### PROBLEM DESCRIPTION
Line count for "Deer": give the number of lines in the records below that hold it, and nothing else.
**** RECORDS FOR PROCESSING
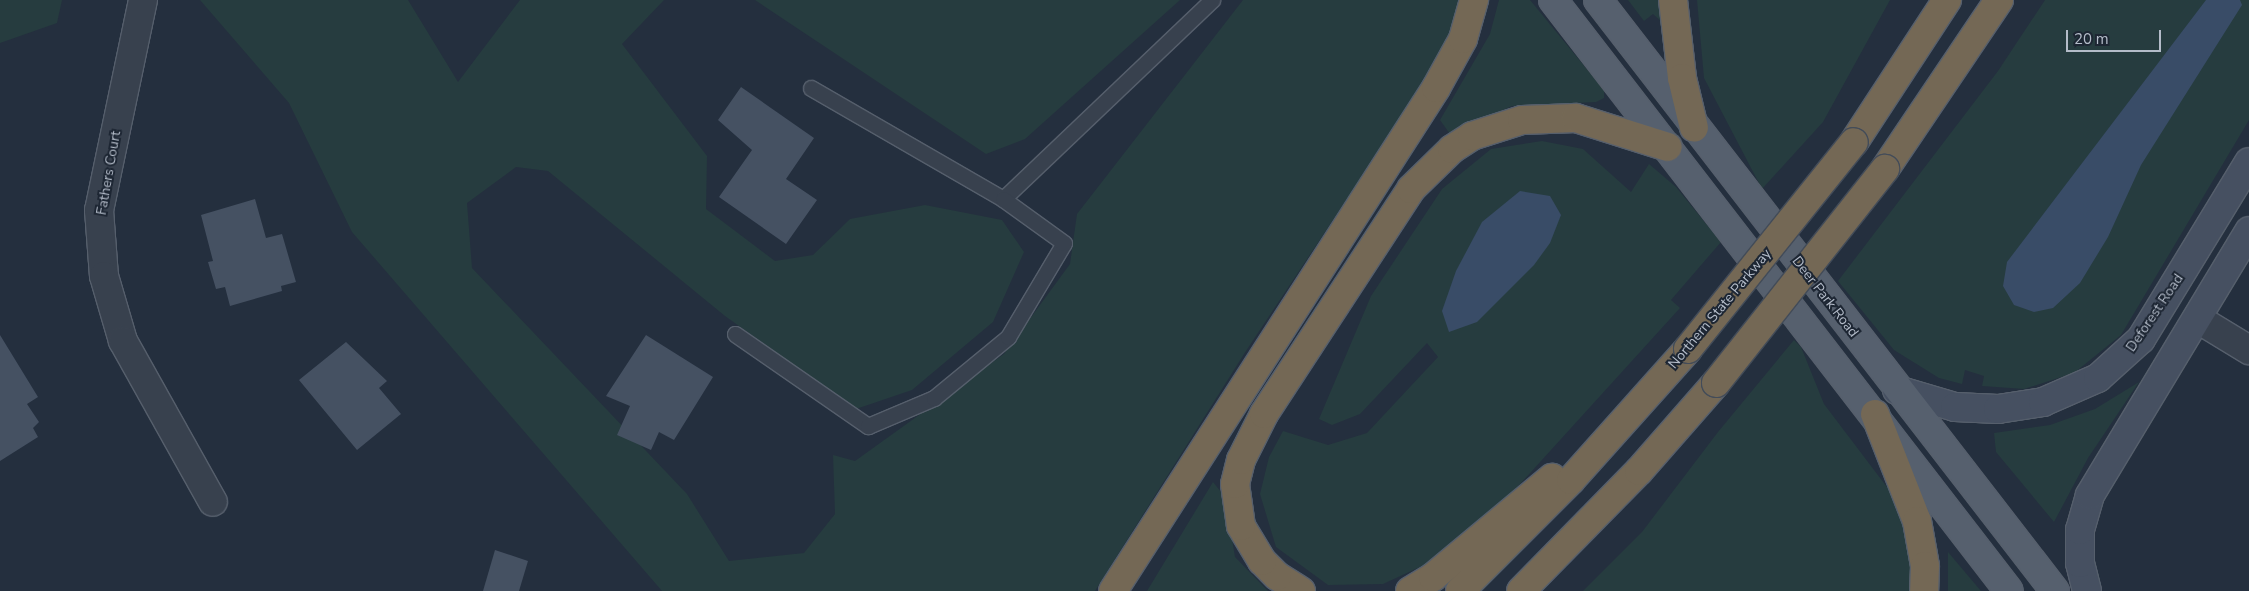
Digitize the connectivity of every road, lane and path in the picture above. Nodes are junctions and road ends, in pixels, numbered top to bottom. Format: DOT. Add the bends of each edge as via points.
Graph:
graph roads {
  1 [pos="143,0"];
  2 [pos="1212,0"];
  3 [pos="1474,0"];
  4 [pos="1553,0"];
  5 [pos="1598,0"];
  6 [pos="1673,0"];
  7 [pos="1925,0"];
  8 [pos="1947,0"];
  9 [pos="1999,0"];
  10 [pos="811,88"];
  11 [pos="1694,128"];
  12 [pos="1854,142"];
  13 [pos="1668,147"];
  14 [pos="2249,162"];
  15 [pos="1003,199"];
  16 [pos="2249,231"];
  17 [pos="2198,319"];
  18 [pos="735,334"];
  19 [pos="2249,350"];
  20 [pos="1897,390"];
  21 [pos="1631,414"];
  22 [pos="1875,414"];
  23 [pos="213,502"];
  24 [pos="1114,591"];
  25 [pos="1301,591"];
  26 [pos="1410,591"];
  27 [pos="1460,591"];
  28 [pos="1521,591"];
  29 [pos="1924,591"];
  30 [pos="2009,591"];
  31 [pos="2055,591"];
  32 [pos="2087,591"];
  1 -- 23 [label="street, Fathers Court" via="99,210 104,276 123,341"];
  2 -- 15 [label="lane"];
  3 -- 24 [label="highway" via="1462,39 1436,88"];
  4 -- 13 [label="main road"];
  5 -- 11 [label="main road, Deer Park Road"];
  6 -- 11 [label="highway" via="1682,78"];
  7 -- 12 [label="highway"];
  8 -- 12 [label="highway, Northern State Parkway"];
  9 -- 28 [label="highway, bridge" via="1885,169 1716,383 1626,484"];
  10 -- 15 [label="lane"];
  11 -- 20 [label="main road, Deer Park Road"];
  12 -- 21 [label="highway, Northern State Parkway, bridge" via="1688,349"];
  13 -- 22 [label="main road"];
  13 -- 25 [label="highway" via="1576,118 1522,120 1472,136 1452,149 1411,189 1264,414 1240,460 1235,484 1241,526 1262,561 1277,576"];
  14 -- 20 [label="street, Deforest Road" via="2141,339 2098,378 2043,402 1998,409 1955,407"];
  15 -- 18 [label="lane" via="1064,243 1008,337 934,398 868,426"];
  16 -- 17 [label="street"];
  17 -- 19 [label="street"];
  17 -- 32 [label="street" via="2090,496 2080,530 2080,563"];
  20 -- 31 [label="main road, Deer Park Road"];
  21 -- 26 [label="highway" via="1433,577"];
  21 -- 27 [label="highway, Northern State Parkway"];
  22 -- 29 [label="highway" via="1917,521 1925,566"];
  22 -- 30 [label="main road"];
}
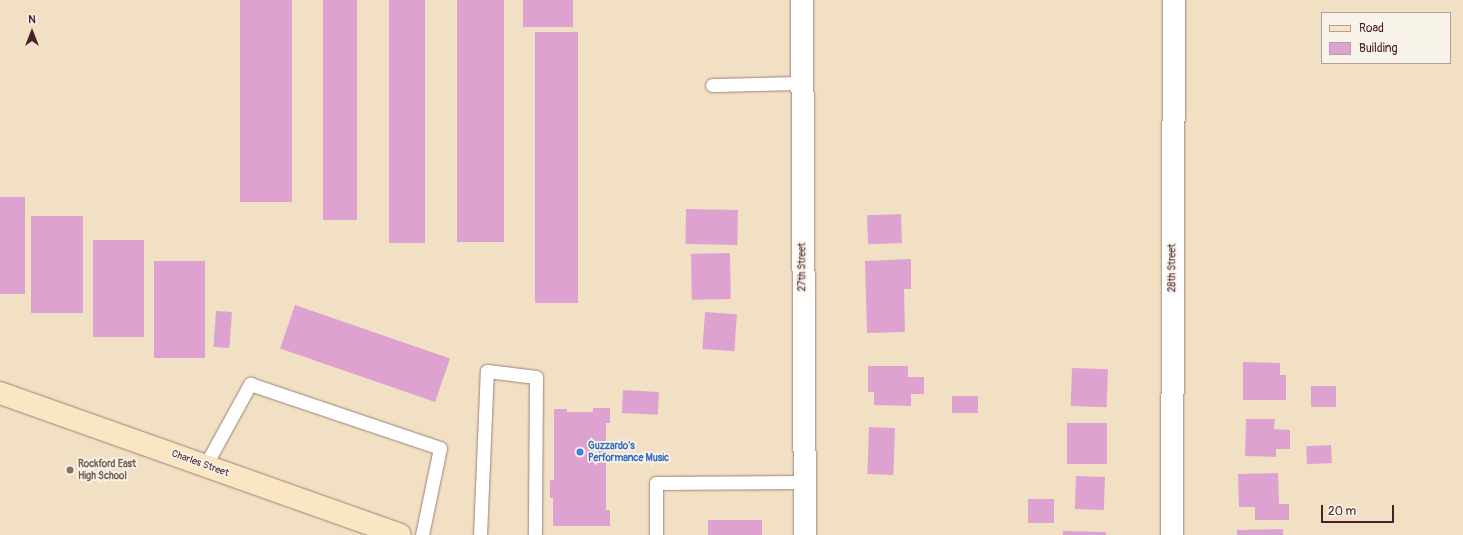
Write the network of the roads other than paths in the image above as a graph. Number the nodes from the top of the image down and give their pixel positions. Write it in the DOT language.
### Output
graph roads {
  1 [pos="802,0"];
  2 [pos="1174,0"];
  3 [pos="802,83"];
  4 [pos="712,85"];
  5 [pos="0,393"];
  6 [pos="205,466"];
  7 [pos="804,482"];
  8 [pos="400,535"];
  9 [pos="422,535"];
  10 [pos="480,535"];
  11 [pos="535,535"];
  12 [pos="656,535"];
  13 [pos="805,535"];
  14 [pos="1172,535"];
  1 -- 3 [label="street, 27th Street"];
  2 -- 14 [label="street, 28th Street"];
  3 -- 4 [label="lane"];
  3 -- 7 [label="street, 27th Street"];
  5 -- 6 [label="main road, Charles Street"];
  6 -- 8 [label="main road, Charles Street"];
  6 -- 9 [label="lane"];
  7 -- 12 [label="lane"];
  7 -- 13 [label="street, 27th Street"];
  10 -- 11 [label="lane"];
}
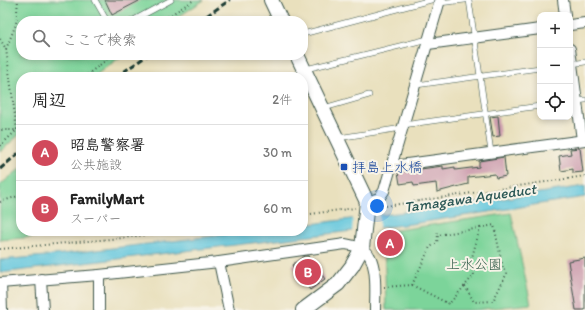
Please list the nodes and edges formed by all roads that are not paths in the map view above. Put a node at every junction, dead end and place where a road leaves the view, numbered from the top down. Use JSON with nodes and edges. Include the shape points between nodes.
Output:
{"nodes":[{"id":1,"x":95,"y":0,"type":"edge"},
{"id":2,"x":171,"y":0,"type":"edge"},
{"id":3,"x":271,"y":0,"type":"edge"},
{"id":4,"x":465,"y":0,"type":"edge"},
{"id":5,"x":469,"y":0,"type":"edge"},
{"id":6,"x":563,"y":0,"type":"edge"},
{"id":7,"x":436,"y":1,"type":"edge"},
{"id":8,"x":565,"y":12,"type":"edge"},
{"id":9,"x":103,"y":16,"type":"edge"},
{"id":10,"x":141,"y":16,"type":"edge"},
{"id":11,"x":279,"y":16,"type":"edge"},
{"id":12,"x":585,"y":23,"type":"edge"},
{"id":13,"x":573,"y":25,"type":"edge"},
{"id":14,"x":537,"y":29,"type":"edge"},
{"id":15,"x":308,"y":33,"type":"edge"},
{"id":16,"x":474,"y":38,"type":"junction"},
{"id":17,"x":429,"y":42,"type":"junction"},
{"id":18,"x":299,"y":60,"type":"edge"},
{"id":19,"x":585,"y":62,"type":"edge"},
{"id":20,"x":573,"y":64,"type":"edge"},
{"id":21,"x":537,"y":68,"type":"edge"},
{"id":22,"x":304,"y":70,"type":"joint"},
{"id":23,"x":479,"y":76,"type":"junction"},
{"id":24,"x":573,"y":76,"type":"edge"},
{"id":25,"x":308,"y":79,"type":"edge"},
{"id":26,"x":416,"y":85,"type":"junction"},
{"id":27,"x":369,"y":95,"type":"dead end"},
{"id":28,"x":577,"y":101,"type":"edge"},
{"id":29,"x":537,"y":106,"type":"edge"},
{"id":30,"x":321,"y":109,"type":"junction"},
{"id":31,"x":484,"y":114,"type":"junction"},
{"id":32,"x":403,"y":126,"type":"junction"},
{"id":33,"x":336,"y":138,"type":"junction"},
{"id":34,"x":584,"y":140,"type":"edge"},
{"id":35,"x":491,"y":152,"type":"junction"},
{"id":36,"x":392,"y":166,"type":"junction"},
{"id":37,"x":367,"y":208,"type":"junction"},
{"id":38,"x":363,"y":242,"type":"junction"},
{"id":39,"x":218,"y":262,"type":"junction"},
{"id":40,"x":98,"y":275,"type":"junction"},
{"id":41,"x":41,"y":279,"type":"junction"},
{"id":42,"x":0,"y":283,"type":"edge"},
{"id":43,"x":2,"y":310,"type":"edge"},
{"id":44,"x":43,"y":310,"type":"edge"},
{"id":45,"x":99,"y":310,"type":"edge"},
{"id":46,"x":229,"y":310,"type":"edge"},
{"id":47,"x":303,"y":310,"type":"edge"},
{"id":48,"x":375,"y":310,"type":"edge"}],
"edges":[{"from":1,"to":9,"type":"lane"},
{"from":2,"to":10,"type":"lane"},
{"from":3,"to":11,"type":"main road"},
{"from":4,"to":7,"type":"lane"},
{"from":5,"to":16,"type":"lane"},
{"from":6,"to":8,"type":"street"},
{"from":7,"to":15,"type":"lane"},
{"from":7,"to":17,"type":"street"},
{"from":12,"to":13,"type":"street"},
{"from":14,"to":16,"type":"street"},
{"from":16,"to":17,"type":"street"},
{"from":16,"to":23,"type":"lane"},
{"from":17,"to":22,"type":"lane"},
{"from":17,"to":26,"type":"street"},
{"from":18,"to":22,"type":"main road"},
{"from":19,"to":20,"type":"lane"},
{"from":21,"to":23,"type":"lane"},
{"from":23,"to":26,"type":"lane"},
{"from":23,"to":31,"type":"lane"},
{"from":24,"to":28,"type":"street"},
{"from":25,"to":30,"type":"main road"},
{"from":26,"to":32,"type":"street"},
{"from":27,"to":30,"type":"lane"},
{"from":28,"to":34,"type":"street"},
{"from":29,"to":31,"type":"lane"},
{"from":30,"to":33,"type":"main road"},
{"from":31,"to":32,"type":"lane"},
{"from":31,"to":35,"type":"lane"},
{"from":32,"to":33,"type":"lane"},
{"from":32,"to":36,"type":"street"},
{"from":33,"to":37,"type":"main road"},
{"from":34,"to":35,"type":"street"},
{"from":35,"to":36,"type":"street"},
{"from":36,"to":37,"type":"street","via":[[384,191]]},
{"from":37,"to":38,"type":"main road"},
{"from":38,"to":39,"type":"street"},
{"from":38,"to":47,"type":"main road","via":[[352,266],[338,284]]},
{"from":38,"to":48,"type":"street","via":[[372,257]]},
{"from":39,"to":40,"type":"street"},
{"from":39,"to":46,"type":"street"},
{"from":40,"to":41,"type":"street"},
{"from":40,"to":45,"type":"street"},
{"from":41,"to":42,"type":"street"},
{"from":41,"to":44,"type":"street"},
{"from":42,"to":43,"type":"street"}]}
********
### ANSWER BOX
3